As Daniel said, physical humor is the easiest to convey, because the surprise doesn’t depend as much on cultural context. Everyone is familiar with pratfalls, for example, the humor of which depends largely on how unexpected the fall is (running gags aside). A drunk who falls down generally isn’t very funny (at least, not without some context). A sober, business-like fellow who takes a tumble while walking down the street is funny. An Olympic gymnast who completes a brilliant routine, then trips as she walks off the mat is funnier.

Verbal jokes are harder to convey, puns are generally untranslatable, and metahumor (like the bartender asking the priest, the minister, and the rabbi who walk into his bar, “What is this, a joke?”) is completely unworkable in a culture that lacks the context.

So… right. Allow me the honor of being the first ignorant Westerner to admit that she doesn’t get this at all. Fight the good fight against my woeful ignorance of Japanese (yes? Japanese?) culture and explain this!

Hmm… I Know several Scots who loved Raising Arizona, - I also know at least one American who couldn’t see anything funny in it.
As a Brit I cannot stand Mr sodding Bean.

NaughtyMe mentioned “Jam”, loved it myself and I can’t imagine it ever being allowed to be seen in America (and certainly not some of “Brass Eye”), but a lot of Brits hated it too.
I was surprised by “Curb your enthusiam”, it seemed such an English form of humour - based on embarrassment as it is.

Not to say there aren’t big cultural differences in humour - or that it doesn’t change with time - look at old Laurel and Hardy stuff - itss sooo sloooowww compared to today’s standards, and I challenge anyone in the UK to laugh at ITMA (a 40’s style ray, er, radio comedy) today.
And as for Shakespear’s comedy…
“Kenny should NOT be a bishy”

I love Shakespeare’s comedy. It’s very funny if it’s performed well, and I’m not just talking about the dick jokes (though, they, as is always the case, can be pretty smirk-inducing).
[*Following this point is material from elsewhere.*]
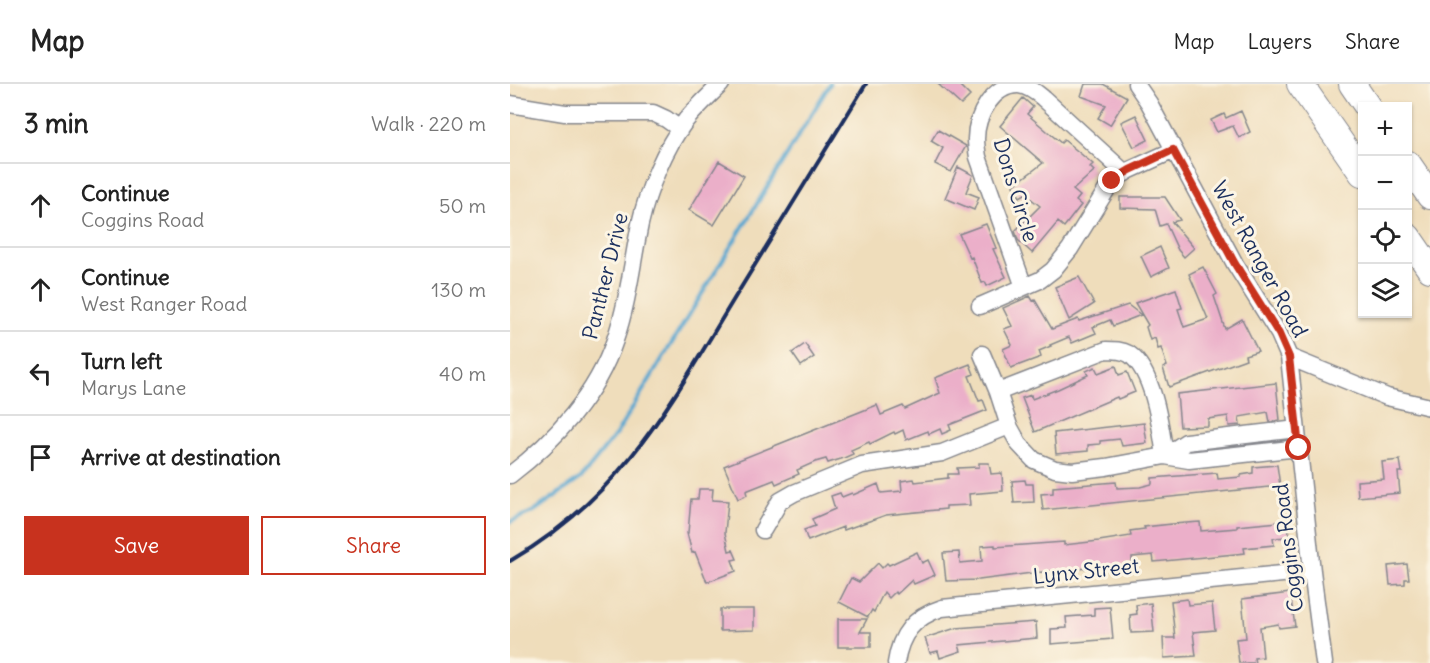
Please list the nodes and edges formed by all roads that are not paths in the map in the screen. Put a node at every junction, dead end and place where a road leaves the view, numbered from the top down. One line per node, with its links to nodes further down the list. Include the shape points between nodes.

Heh. I’m an ignorant Westerner, too, which is why I couldn’t come up with anything better. The reference is actually to a custom that’s primarily Chinese, I think–a funeral offering of rice with two sticks of incense standing upright in it. I only know about it because I happened to read a page about chopstick etiquette recently. The guy is waiting for mourners to leave a funeral so that he can sell the rice they left. The U.S. equivalent would be a florist waiting at a cemetary for a funeral to end in order to steal the flower arrangements.
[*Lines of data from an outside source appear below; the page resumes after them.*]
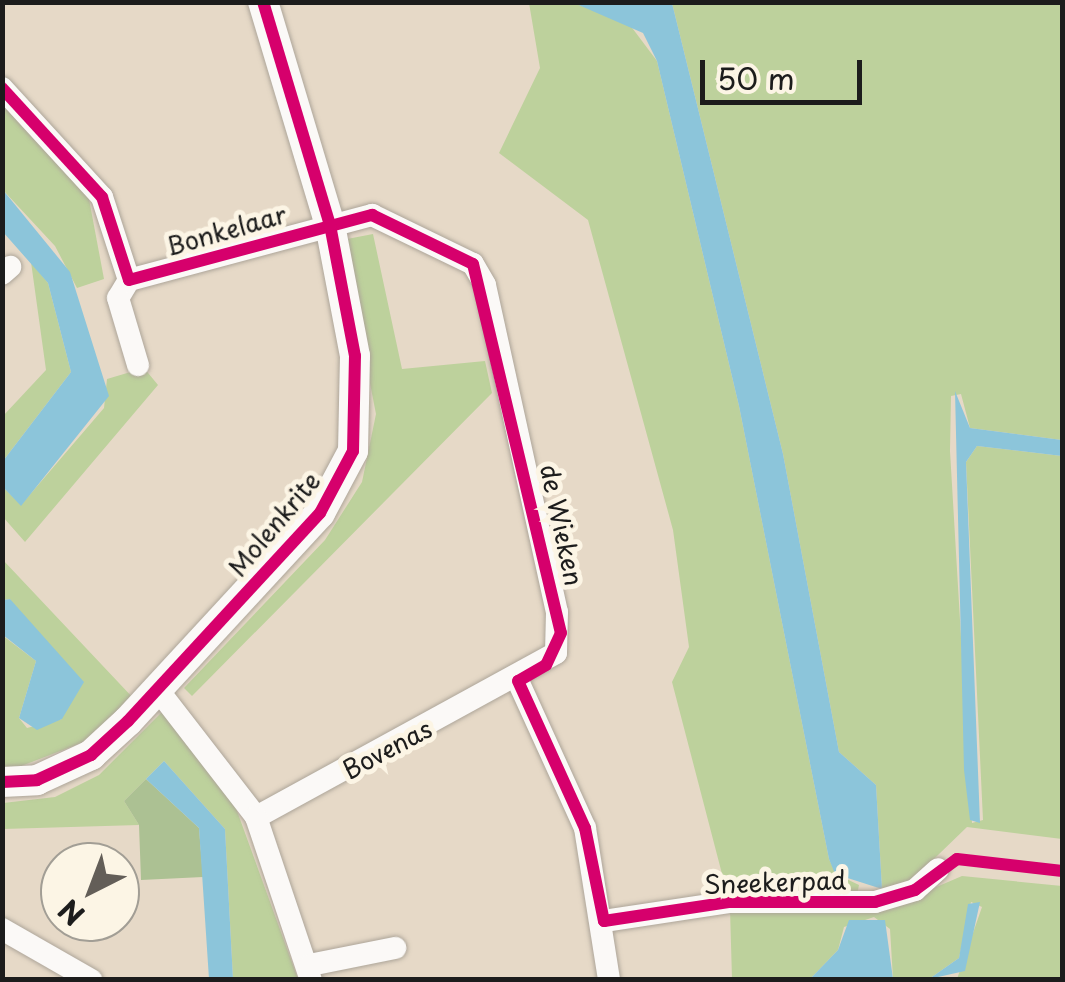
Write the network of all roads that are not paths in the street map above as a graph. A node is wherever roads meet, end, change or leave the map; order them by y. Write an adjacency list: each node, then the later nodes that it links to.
1 (263, 2): 3 (street, Molenkrite)
2 (2, 88): 4 (street)
3 (330, 225): 4 (street, Bonkelaar); 6 (street, de Wieken); 7 (street, Molenkrite)
4 (129, 280): 5 (street)
5 (138, 365)
6 (518, 681): 9 (street, Bovenas); 11 (street)
7 (158, 690): 8 (street, Molenkrite); 9 (street)
8 (2, 782)
9 (256, 818): 14 (street)
10 (938, 868): 11 (street, Sneekerpad)
11 (604, 921): 16 (street)
12 (2, 929): 15 (street)
13 (395, 948): 14 (street)
14 (310, 972)
15 (90, 980)
16 (609, 980)

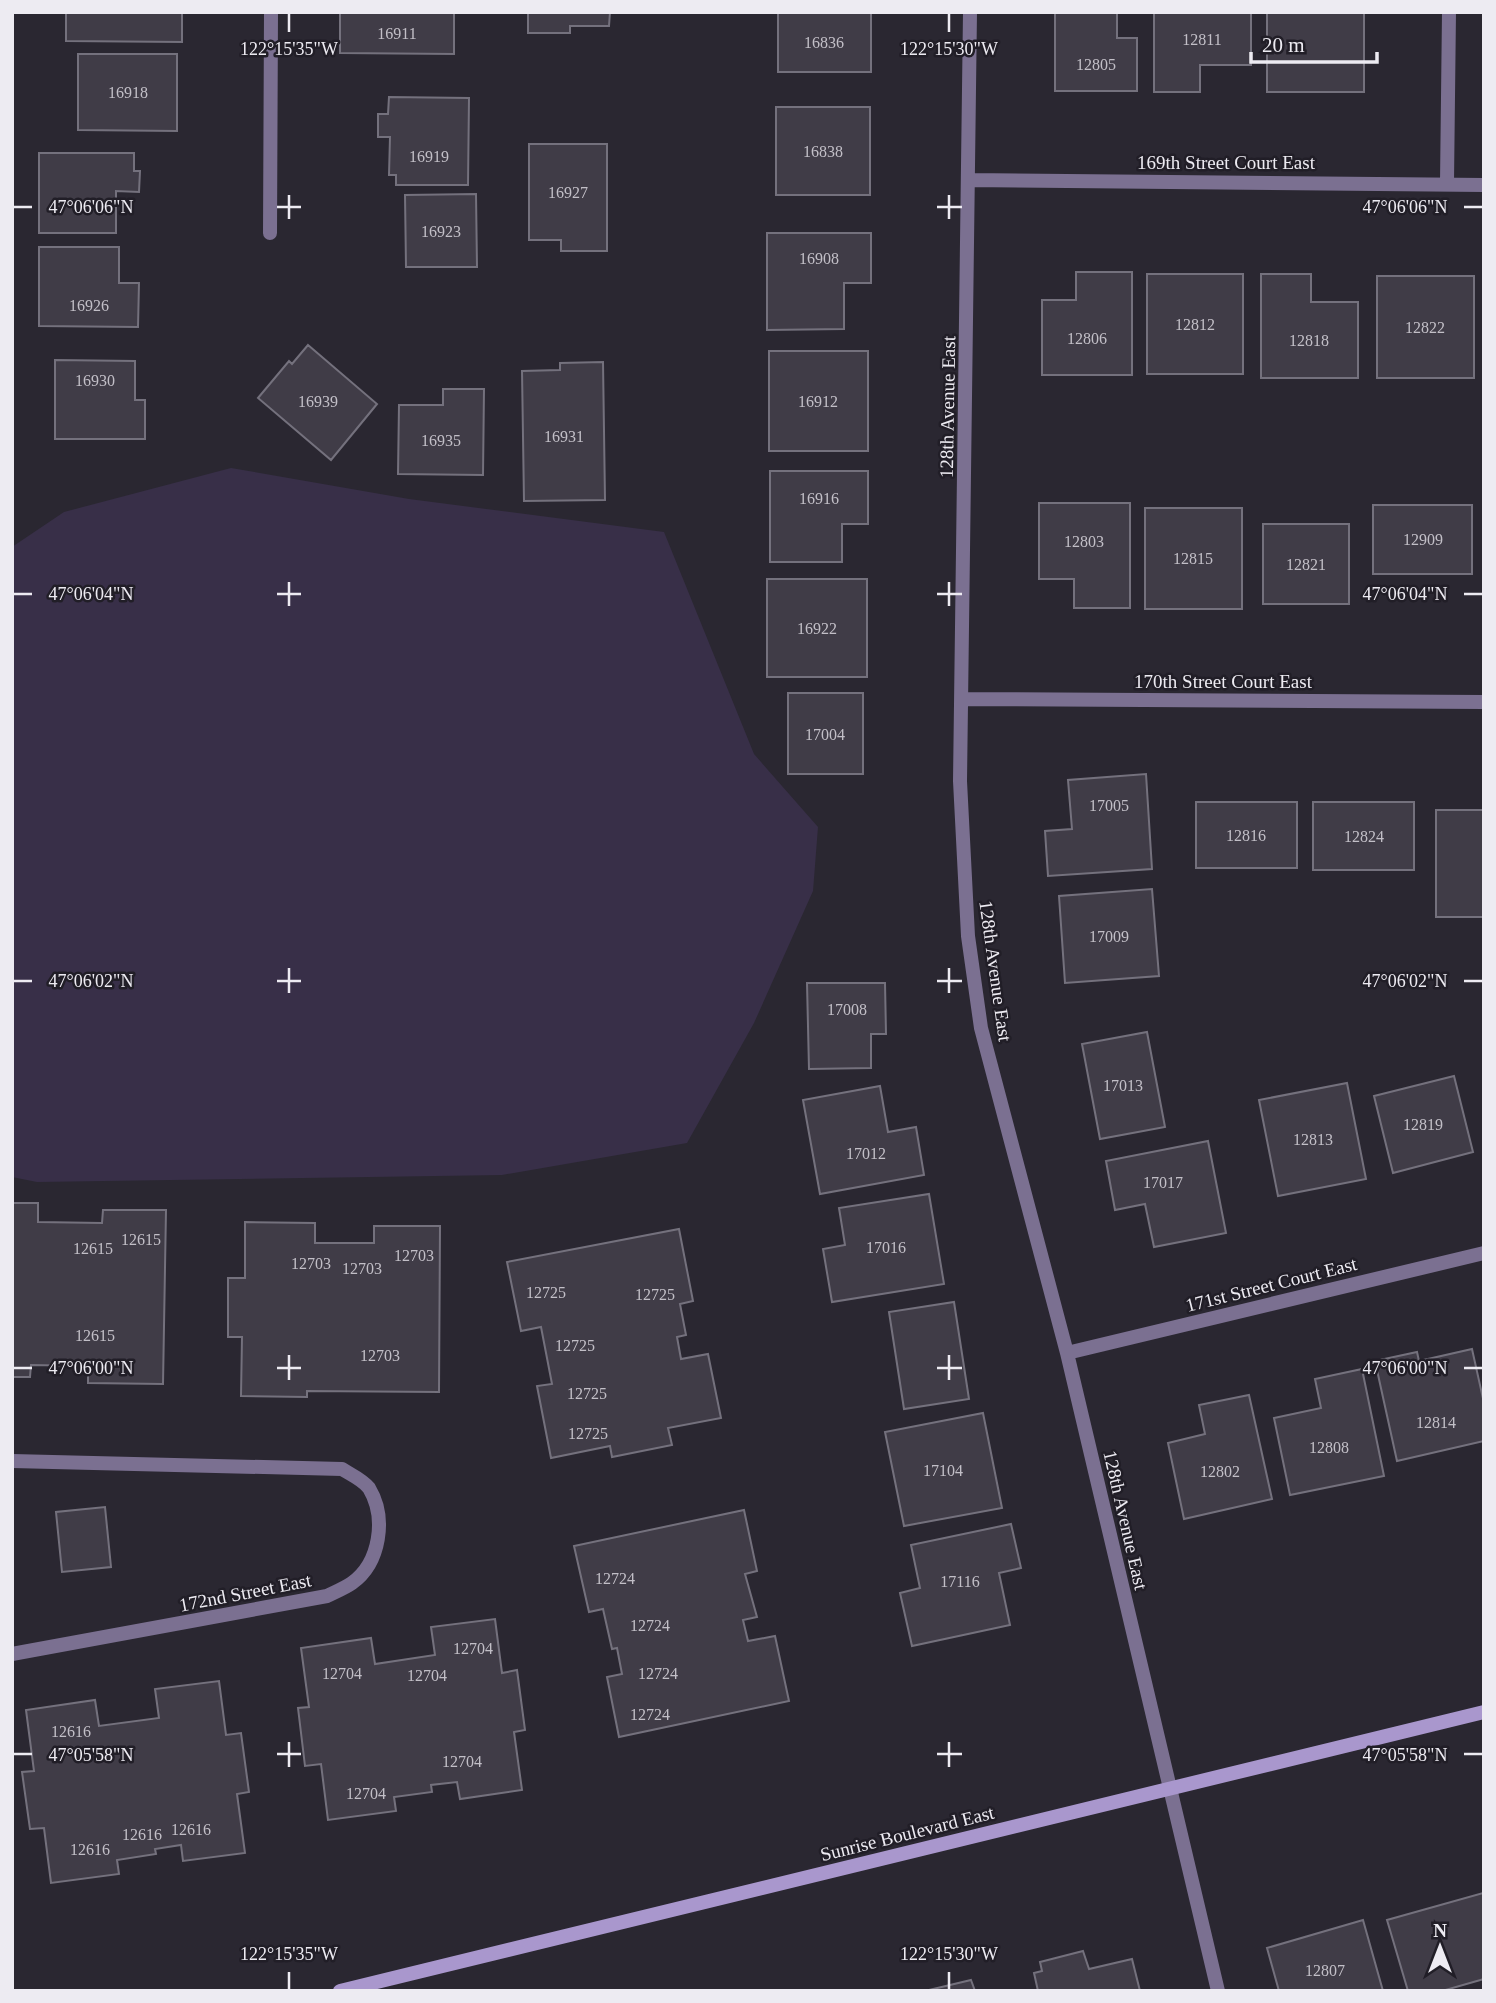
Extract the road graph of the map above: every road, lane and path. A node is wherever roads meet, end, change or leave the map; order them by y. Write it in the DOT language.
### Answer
graph roads {
  1 [pos="271,12"];
  2 [pos="970,12"];
  3 [pos="1449,12"];
  4 [pos="968,180"];
  5 [pos="1447,183"];
  6 [pos="1484,185"];
  7 [pos="270,233"];
  8 [pos="962,699"];
  9 [pos="1484,702"];
  10 [pos="1484,1253"];
  11 [pos="1067,1353"];
  12 [pos="12,1461"];
  13 [pos="12,1654"];
  14 [pos="1484,1712"];
  15 [pos="1171,1788"];
  16 [pos="340,1991"];
  17 [pos="1218,1991"];
  1 -- 7 [label="street"];
  2 -- 4 [label="street, 128th Avenue East"];
  3 -- 5 [label="street"];
  4 -- 5 [label="street, 169th Street Court East"];
  4 -- 8 [label="street, 128th Avenue East"];
  5 -- 6 [label="street, 169th Street Court East"];
  8 -- 9 [label="street, 170th Street Court East"];
  8 -- 11 [label="street, 128th Avenue East"];
  10 -- 11 [label="street, 171st Street Court East"];
  11 -- 15 [label="street, 128th Avenue East"];
  12 -- 13 [label="street, 172nd Street East"];
  14 -- 15 [label="street, Sunrise Boulevard East"];
  15 -- 16 [label="street, Sunrise Boulevard East"];
  15 -- 17 [label="street, 128th Avenue East"];
}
Yes, it’s not much of a joke, but the point is that without knowing the cultural context, you would just scratch your head and move on (or ask someone what the heck it’s about).

Things related to elimination, like toilet bowls, farting, etc.
We all do it.

Ah, thanks for the explanation. In context, your hypothetical cartoon is indeed pretty shocking, yet there is no way for a foreigner to figure out what’s going on unless they are intimately aware of the country’s particular cultural norms. Good example.

The replies to the question stated in the original post seem to follow a trend of giving answers that deal with the human body itself. I’m thinking that this is probably the only sort of culturally transcendent humor, because there is such diversity of cultures in the world that the function of the human body is really almost the only thing all cultures are guaranteed to have in common. I’m not sure that puns count, because while punning is a type of joke found in many cultures, a specific pun obviously cannot be meaningfully translated from one language to another. By contrast, the same penis joke is going to have the same meaning in any language.